Abstract
Chikungunya is a mosquito-borne infection of humans, and its diffusion has increased worldwide. In 2007 an outbreak occurred in Italy. In this study, the antibody response of 133 patients followed up starting from the acute phase of infection was investigated. Antibody titres were periodically scored up to 1 year since the infection: 82.7% of the IgM antibody disappeared within 12 months, and the IgG response lasted longer than 12 months. Nevertheless, the IgG mean titre was lower in 95.5% of patients at the end of follow-up, thus suggesting a decrease within a relatively short period.
Keywords: Antibody response, chikungunya virus, infected patients, Italy, serological follow-up
Introduction
Chikungunya virus (CHIKV), an arthropod-borne virus (Togaviridae family) transmitted by Aedes spp. mosquitoes [1], represents an important reemerging public health problem in both tropical and temperate countries [2,3]. The first epidemic in a temperate area was reported in the Emilia-Romagna region of northeastern Italy in summer 2007 [4,5]. An active surveillance system for the identification of all suspected cases (patients with fever and joint paint) was implemented during the event, with suspected cases confirmed with molecular and serologic tests by the Clinical Microbiology Unit, Regional Reference Centre for Microbiological Emergencies, St Orsola-Malpighi University Hospital, Bologna.
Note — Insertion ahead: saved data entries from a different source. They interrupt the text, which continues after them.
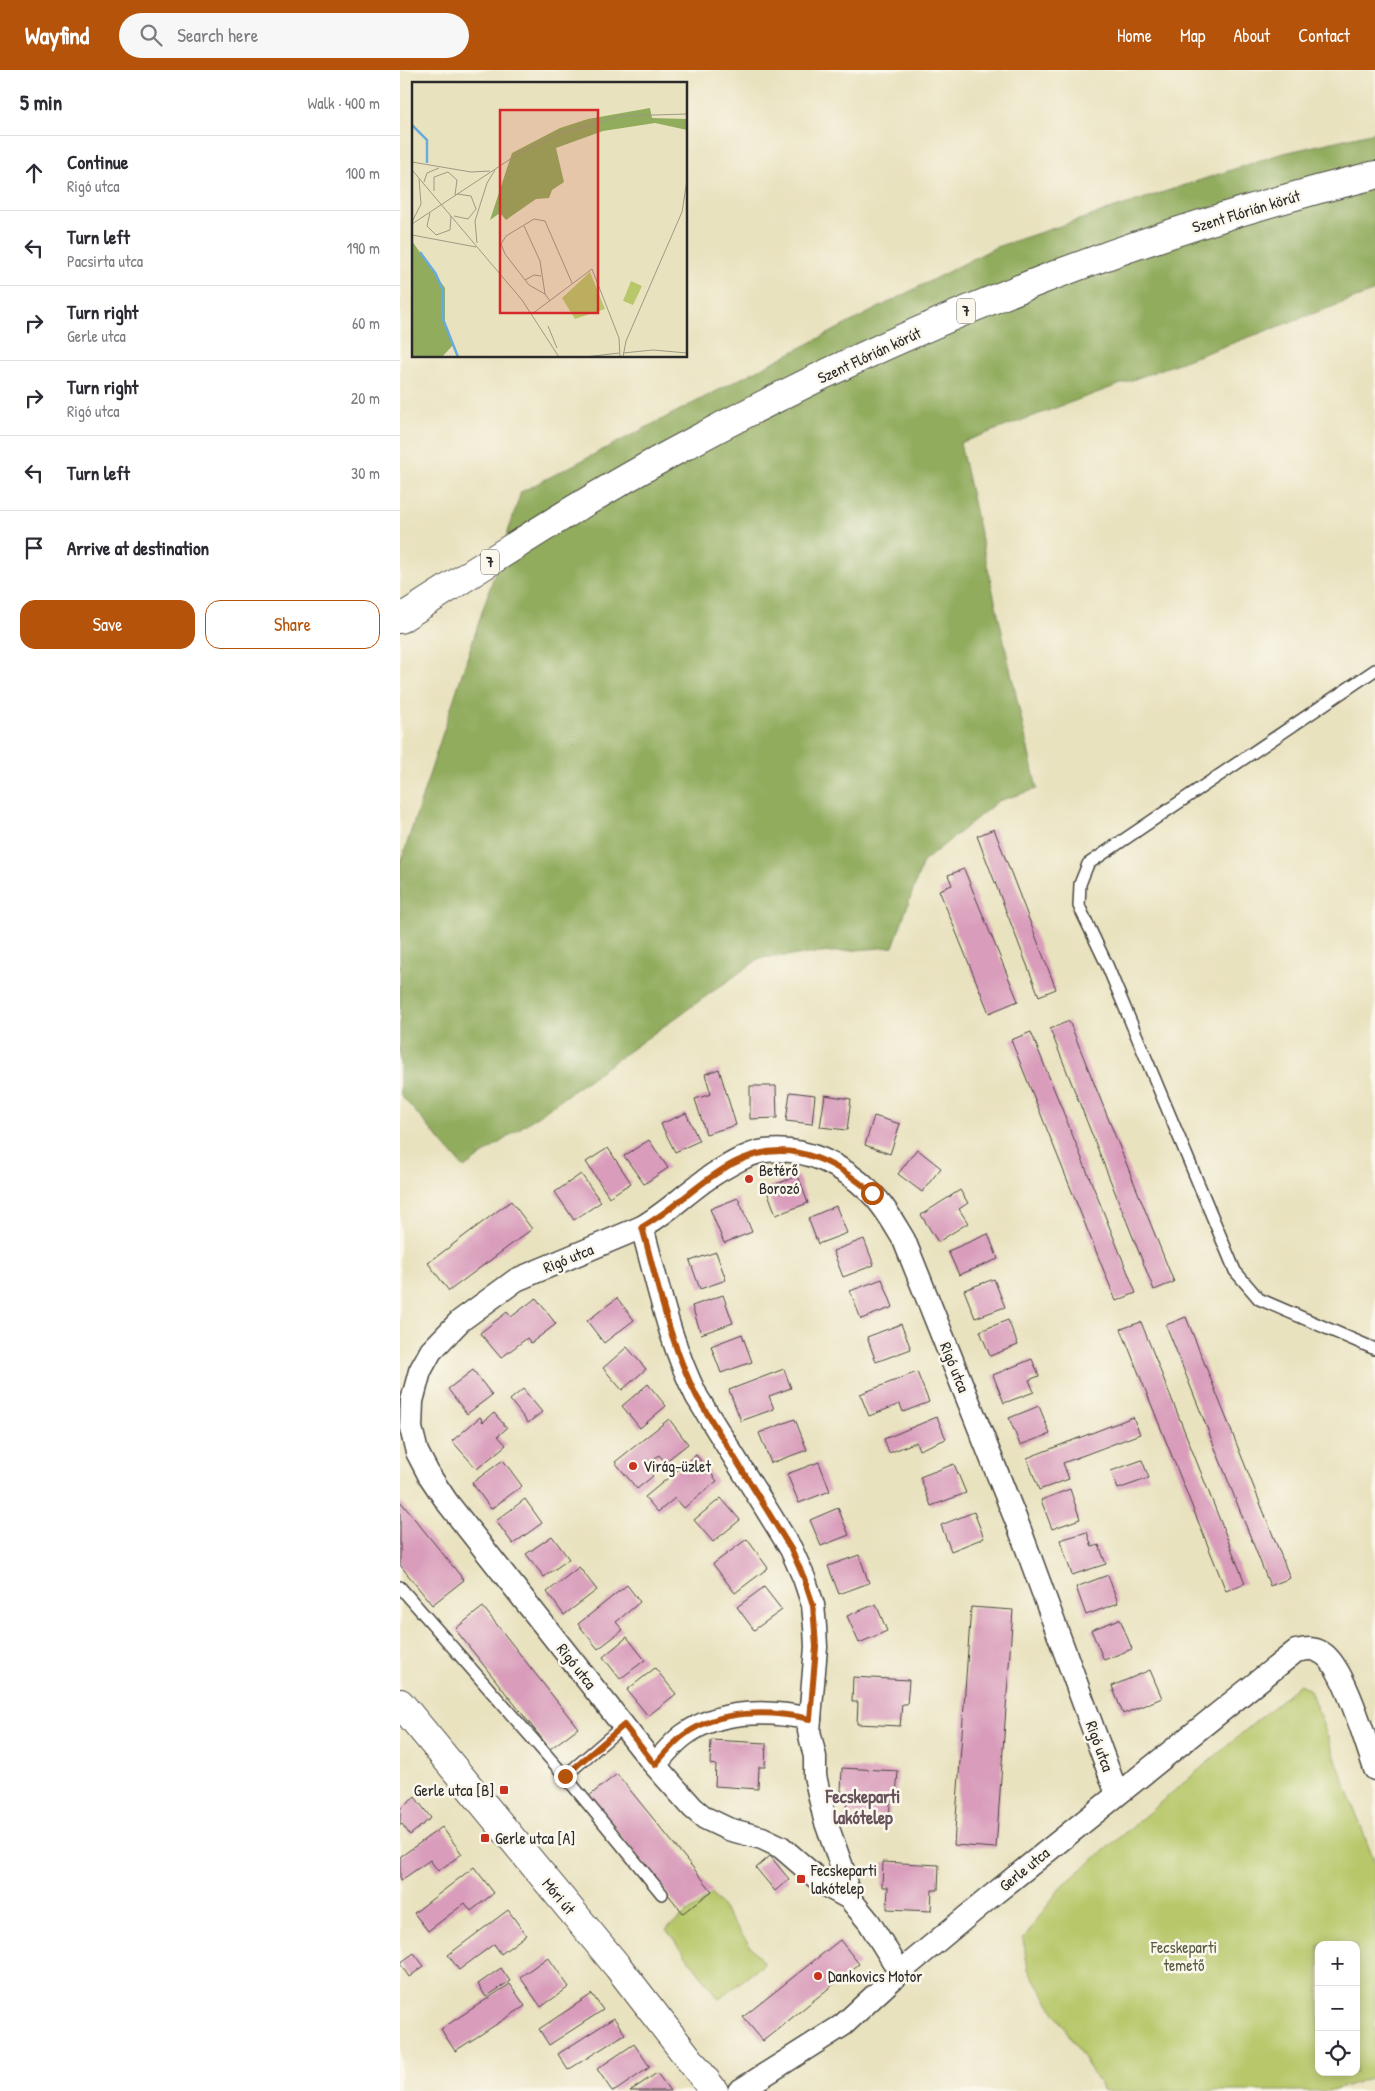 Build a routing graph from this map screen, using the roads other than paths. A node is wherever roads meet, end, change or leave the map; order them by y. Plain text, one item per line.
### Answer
1 (1375, 175) edge
2 (400, 619) edge
3 (1375, 670) edge
4 (642, 1227) junction
5 (1375, 1349) edge
6 (400, 1586) edge
7 (400, 1703) edge
8 (810, 1719) junction
9 (624, 1725) junction
10 (655, 1765) junction
11 (1375, 1769) edge
12 (565, 1776) junction
13 (1117, 1794) junction
14 (662, 1894) dead end
15 (849, 1898) junction
16 (900, 1972) junction
17 (714, 2091) edge
18 (739, 2091) edge

1 - 2 main road, Szent Flórián körút / 7
3 - 5 lane
4 - 8 street
4 - 9 street, Rigó utca
4 - 13 street, Rigó utca
6 - 12 lane
7 - 17 main road, Móri út
8 - 10 street
8 - 15 street
9 - 10 street, Rigó utca
9 - 12 lane
10 - 15 street, Rigó utca
11 - 13 street, Gerle utca
12 - 14 lane
13 - 16 street, Gerle utca
15 - 16 street, Rigó utca
16 - 18 street, Gerle utca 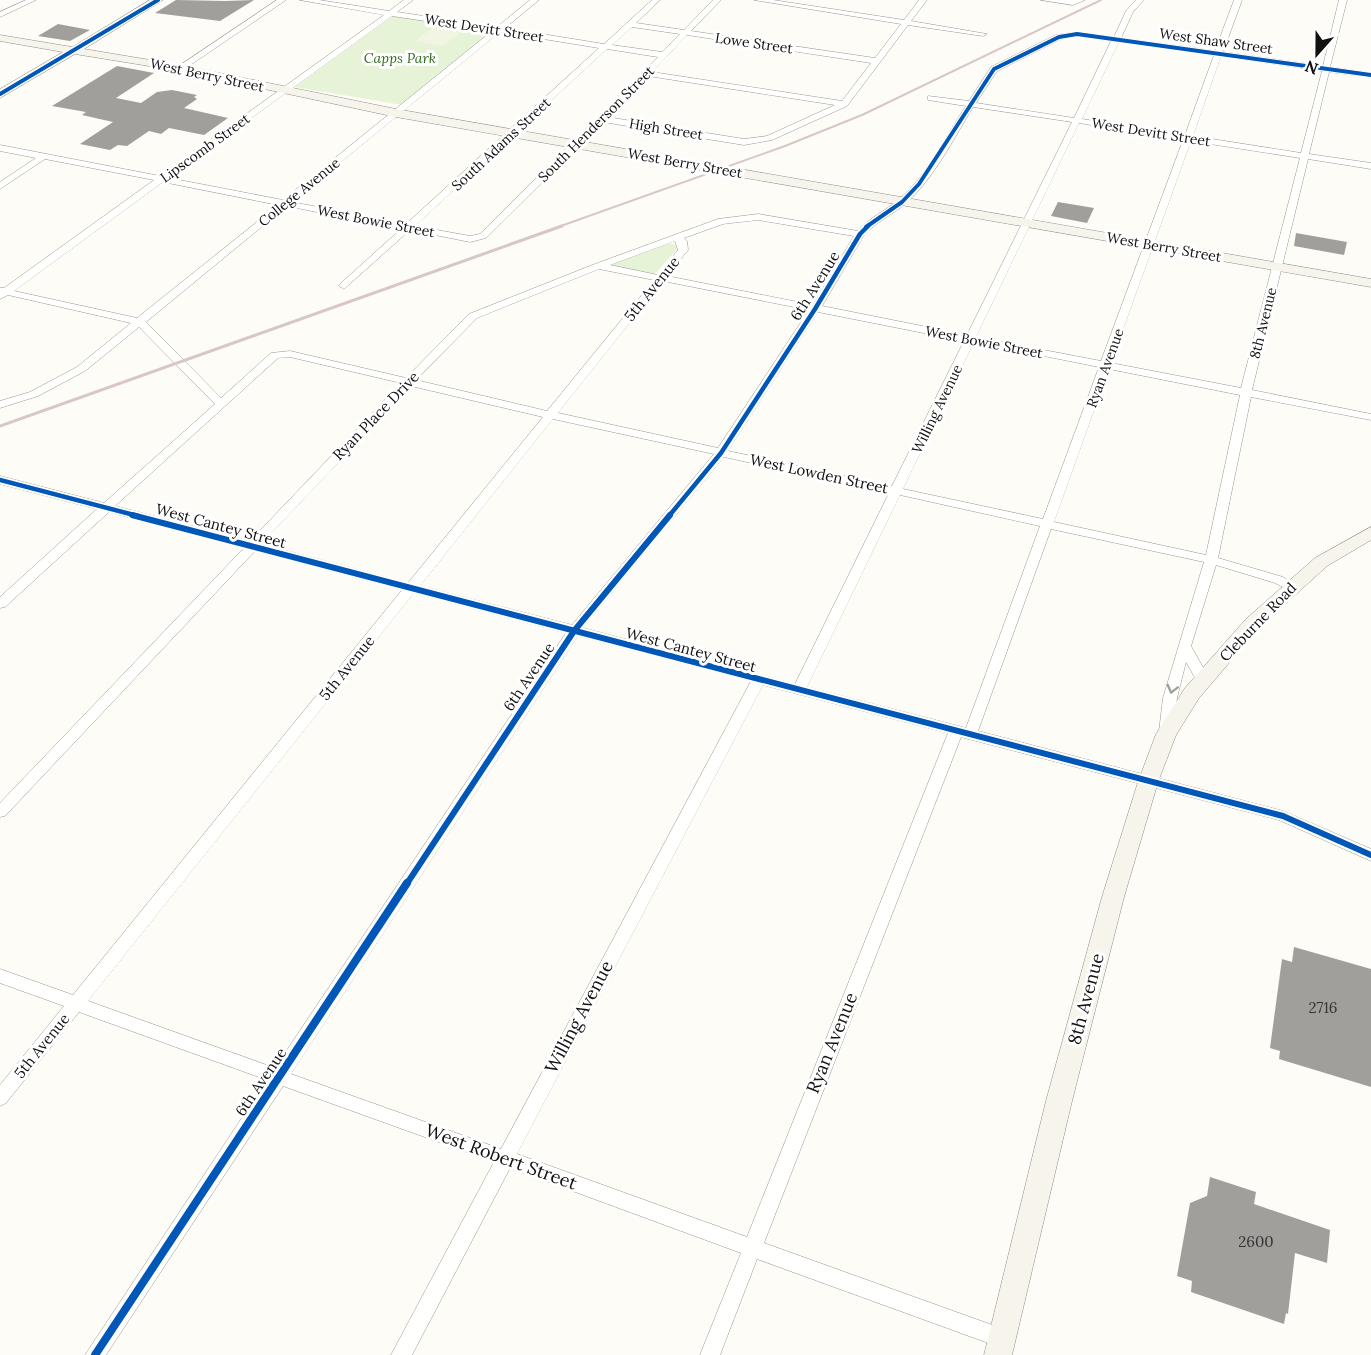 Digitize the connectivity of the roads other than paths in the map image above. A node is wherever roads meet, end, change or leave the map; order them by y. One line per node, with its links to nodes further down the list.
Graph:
1 (32, 0): 17 (street)
2 (158, 0): 27 (main road)
3 (282, 0): 31 (street)
4 (304, 0): 16 (street, West Devitt Street)
5 (409, 0): 16 (street, Lipscomb Street)
6 (536, 0): 20 (street, College Avenue)
7 (656, 0): 19 (street, South Adams Street)
8 (717, 0): 21 (street, South Henderson Street)
9 (758, 0): 18 (street)
10 (923, 0): 18 (street)
11 (1045, 0): 15 (street)
12 (1140, 0): 25 (street, Willing Avenue)
13 (1238, 0): 28 (street, Ryan Avenue)
14 (1342, 0): 32 (street, 8th Avenue)
15 (1077, 2)
16 (391, 13): 20 (street, West Devitt Street); 35 (street, Lipscomb Street)
17 (0, 15)
18 (907, 21): 22 (street); 30 (street)
19 (630, 24): 21 (street, Lowe Street); 26 (street, South Adams Street)
20 (500, 30): 26 (street, West Devitt Street); 40 (street, College Avenue)
21 (685, 33): 29 (street, South Henderson Street); 30 (street, Lowe Street)
22 (983, 34)
23 (1059, 37): 25 (street, West Shaw Street); 39 (street, 6th Avenue)
24 (0, 38): 27 (main road, West Berry Street)
25 (1116, 39): 28 (street, West Shaw Street); 42 (street, Willing Avenue)
26 (606, 46): 29 (street, West Devitt Street); 43 (street, South Adams Street)
27 (74, 50): 31 (main road, West Berry Street); 36 (main road)
28 (1218, 53): 32 (street, West Shaw Street); 44 (street, Ryan Avenue)
29 (663, 55): 33 (street, South Henderson Street)
30 (877, 61): 38 (street)
31 (180, 68): 35 (main road, West Berry Street)
32 (1326, 68): 34 (street, West Shaw Street); 47 (street, 8th Avenue)
33 (646, 73): 38 (street); 41 (street, South Henderson Street)
34 (1371, 75)
35 (283, 91): 40 (main road, West Berry Street); 50 (street, Lipscomb Street)
36 (0, 94)
37 (931, 98): 39 (street, West Devitt Street)
38 (844, 104): 41 (street, High Street)
39 (972, 104): 42 (street, West Devitt Street); 52 (street, 6th Avenue)
40 (396, 112): 43 (main road, West Berry Street); 53 (street, College Avenue)
41 (601, 118): 45 (street, South Henderson Street)
42 (1076, 120): 44 (street, West Devitt Street); 54 (street, Willing Avenue)
43 (513, 133): 45 (main road, West Berry Street); 55 (street, South Adams Street)
44 (1188, 138): 47 (street, West Devitt Street); 59 (street, Ryan Avenue)
45 (576, 144): 52 (main road, West Berry Street); 58 (street, South Henderson Street)
46 (0, 148): 48 (street, West Bowie Street)
47 (1304, 156): 49 (street, West Devitt Street); 61 (street, 8th Avenue)
48 (44, 157): 50 (street, West Bowie Street); 51 (street)
49 (1371, 166)
50 (162, 180): 53 (street, West Bowie Street); 65 (street, Lipscomb Street)
51 (0, 186)
52 (902, 202): 54 (main road, West Berry Street); 56 (street, 6th Avenue)
53 (284, 203): 55 (street, West Bowie Street); 67 (street, College Avenue)
54 (1028, 224): 59 (main road, West Berry Street); 68 (street, Willing Avenue)
55 (410, 228): 58 (street, West Bowie Street); 64 (street, South Adams Street)
56 (860, 234): 57 (street, Ryan Place Drive); 66 (street, 6th Avenue)
57 (675, 237): 60 (street, Ryan Place Drive); 62 (street, 5th Avenue)
58 (470, 239)
59 (1150, 245): 61 (main road, West Berry Street); 69 (street, Ryan Avenue)
60 (598, 266): 62 (street, West Bowie Street); 70 (street, Ryan Place Drive)
61 (1277, 267): 63 (main road, West Berry Street); 71 (street, 8th Avenue)
62 (660, 279): 66 (street, West Bowie Street); 74 (street, 5th Avenue)
63 (1371, 283)
64 (344, 286)
65 (2, 293): 67 (street)
66 (815, 309): 68 (street, West Bowie Street); 76 (street, 6th Avenue)
67 (140, 322): 72 (street); 73 (street, College Avenue)
68 (971, 339): 69 (street, West Bowie Street); 78 (street, Willing Avenue)
69 (1106, 365): 71 (street, West Bowie Street); 80 (street, Ryan Avenue)
70 (407, 383): 72 (street, West Lowden Street); 74 (street, West Lowden Street); 82 (street, Ryan Place Drive)
71 (1246, 392): 75 (street, West Bowie Street); 83 (street, 8th Avenue)
72 (222, 404): 79 (street)
73 (0, 405)
74 (550, 415): 76 (street, West Lowden Street); 85 (street, 5th Avenue)
75 (1371, 417)
76 (721, 453): 78 (street, West Lowden Street); 87 (street, 6th Avenue)
77 (0, 480): 79 (street, West Cantey Street)
78 (897, 491): 80 (street, West Lowden Street); 91 (street, Willing Avenue)
79 (107, 508): 82 (street, West Cantey Street); 86 (street)
80 (1047, 524): 83 (street, West Lowden Street); 92 (street, Ryan Avenue)
81 (1371, 532): 84 (main road, Cleburne Road)
82 (252, 546): 85 (street, West Cantey Street); 95 (street, Ryan Place Drive)
83 (1211, 560): 84 (street, West Lowden Street); 88 (street, 8th Avenue)
84 (1291, 586): 90 (main road, Cleburne Road)
85 (411, 588): 87 (street, West Cantey Street); 98 (street, 5th Avenue)
86 (0, 604)
87 (574, 631): 89 (street, West Cantey Street); 99 (street, 6th Avenue)
88 (1184, 646): 90 (street); 93 (street, 8th Avenue, one-way to 93)
89 (759, 680): 91 (street, West Cantey Street); 101 (street, Willing Avenue)
90 (1203, 680): 93 (main road, Cleburne Road)
91 (799, 690): 92 (street, West Cantey Street)
92 (963, 733): 94 (street, West Cantey Street); 102 (street, Ryan Avenue)
93 (1166, 734): 94 (main road, 8th Avenue)
94 (1148, 782): 96 (street, West Cantey Street); 103 (main road, 8th Avenue)
95 (0, 812)
96 (1371, 855)
97 (0, 976): 98 (street, West Robert Street)
98 (76, 1003): 99 (street, West Robert Street); 100 (street, 5th Avenue)
99 (279, 1077): 101 (street, West Robert Street); 104 (street, 6th Avenue)
100 (0, 1098)
101 (504, 1158): 102 (street, West Robert Street); 105 (street, Willing Avenue)
102 (751, 1248): 103 (street, West Robert Street); 106 (street, Ryan Avenue)
103 (1000, 1347)
104 (95, 1355)
105 (401, 1355)
106 (710, 1355)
During the course of CHIKV infection in humans, an antibody response develops in the early stages, but its persistence over time is not fully established [6], as differences in the length of permanence after onset of symptoms and in relation to the method used to measure CHIKV antibodies have been reported [6–8].
As far as the epidemiology of CHIKV occurring in areas that are not tropical is concerned, to our knowledge, ours is the first study to report on the lasting period of specific immunoresponse in a population of patients followed since the beginning of the acute onset of the disease in a temperate zone with autochthonous transmission.
We report the results of a serologic follow-up aimed at estimating the modification of the CHIKV-specific antibody titres with a follow-up time lasting 12 months since the acute phase.
This study was submitted to the Area Vasta Romagna ethical committee for approval (which was provided on 12 December 2007), and all participants signed an informed consent form.
Methods
The study population was composed of 133 patients for whom the history of CHIKV infection was recorded, as previously described [9]. Inclusion criteria included clinical evidence of CHIKV infection [9] and detection of an anti-CHIKV-specific IgM titre of ≥1/100 with a negative IgG response or the detection of CHIKV RNA in serum in the acute stage. All patients who met these criteria were enrolled and followed up as described below.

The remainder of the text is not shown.